I’ve been thinking about this topic for a while. Then on Saturday, my very dear friend mentioned her husband was off on a Siblings Weekend. He and his siblings agree to meet for a weekend, without spouses or kids; a destination, where there is no other family around. What a great idea.
This same dear friend and I and another friend went to Puerto Vallarta for a fabulous Girls Weekend in 2015. We had such a good time we vowed we would make it an annual affair. At this rate, it would be a triennial trip.
The concept of a weekend away, with long time close friends, who knew you when, is very appealing. But then reality strikes and the logistics of making it happen are daunting. Finding a time that everyone is available, a convenient and affordable destination, dealing with spouses, children, the furry “kids”, work and even parents, can make it feel too indulgent. It’s easy to let it slide or just give it up.
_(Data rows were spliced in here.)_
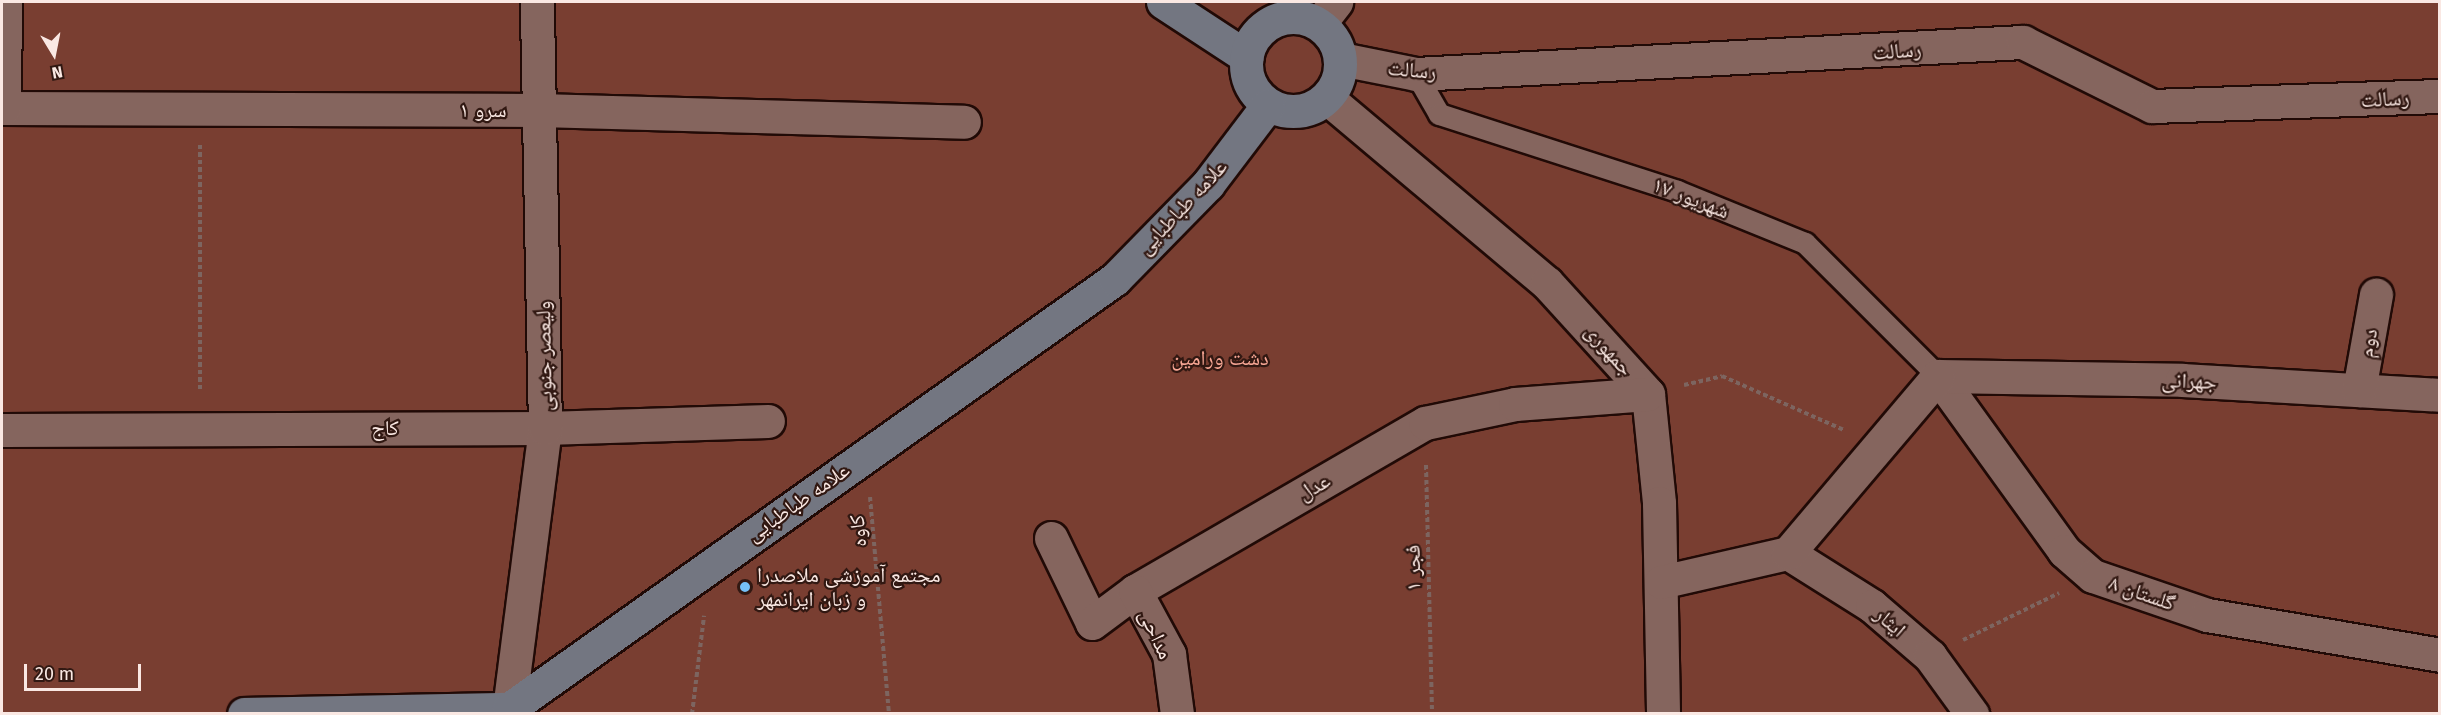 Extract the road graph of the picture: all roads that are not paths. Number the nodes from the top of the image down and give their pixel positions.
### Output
1 (5, 2) edge
2 (537, 2) edge
3 (1163, 2) edge
4 (1270, 10) edge
5 (1327, 13) edge
6 (1246, 57) junction
7 (1341, 59) junction
8 (1416, 74) junction
9 (2439, 96) edge
10 (1327, 98) junction
11 (1268, 105) junction
12 (3, 108) edge
13 (539, 111) junction
14 (964, 122) dead end
15 (2376, 295) dead end
16 (1938, 376) junction
17 (2359, 390) junction
18 (1648, 394) junction
19 (2439, 395) edge
20 (768, 421) dead end
21 (545, 428) junction
22 (2, 430) edge
23 (1051, 538) dead end
24 (1788, 552) junction
25 (1661, 582) junction
26 (1135, 591) junction
27 (2439, 655) edge
28 (509, 711) edge
29 (244, 714) edge
30 (1178, 714) edge
31 (1663, 714) edge
32 (1972, 714) edge

1 - 12 street
2 - 13 street, ولیعصر جنوبی
3 - 6 street
4 - 5 street
4 - 6 street
5 - 7 street
6 - 11 street
7 - 8 street, رسالت
7 - 10 street
8 - 9 street, رسالت
8 - 16 lane, ۱۷ شهریور
10 - 11 street
10 - 18 street, جمهوری
11 - 28 street, علامه طباطبایی
12 - 13 street, سرو ۱
13 - 14 street, سرو ۱
13 - 21 street, ولیعصر جنوبی
15 - 17 street, دوم
16 - 17 street, جهرانی
16 - 24 street
16 - 27 street, گلستان ۸
17 - 19 street, جهرانی
18 - 25 street, جمهوری
18 - 26 street, عدل
20 - 21 street, کاج
21 - 22 street, کاج
21 - 28 street, ولیعصر جنوبی
23 - 26 street, عدل
24 - 25 street
24 - 32 street, ایثار
25 - 31 street, جمهوری
26 - 30 street, مداحی
28 - 29 street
These weekend trips are not indulgent vacations. They are connections to those who played important roles in your life, some still do on a daily basis and some may live worlds away. Deep down inside, is that younger person, who those friends knew and can share treasured memories.
Despite your very different adult lives, careers, families and life’s struggles, there is still that younger person of 20 or even 50 years ago inside. How fabulous would that be to celebrate that inner you, with those confidants of yesterday year.
Wherever the roots of your earlier "gang" go back — college, high school, summer camp, former coworkers — find your pre-family buds. Don’t lose them, because they are your connection with a part of yourself you don't want to lose. Give them a call and start planning your next friends’ weekend. I'm going to.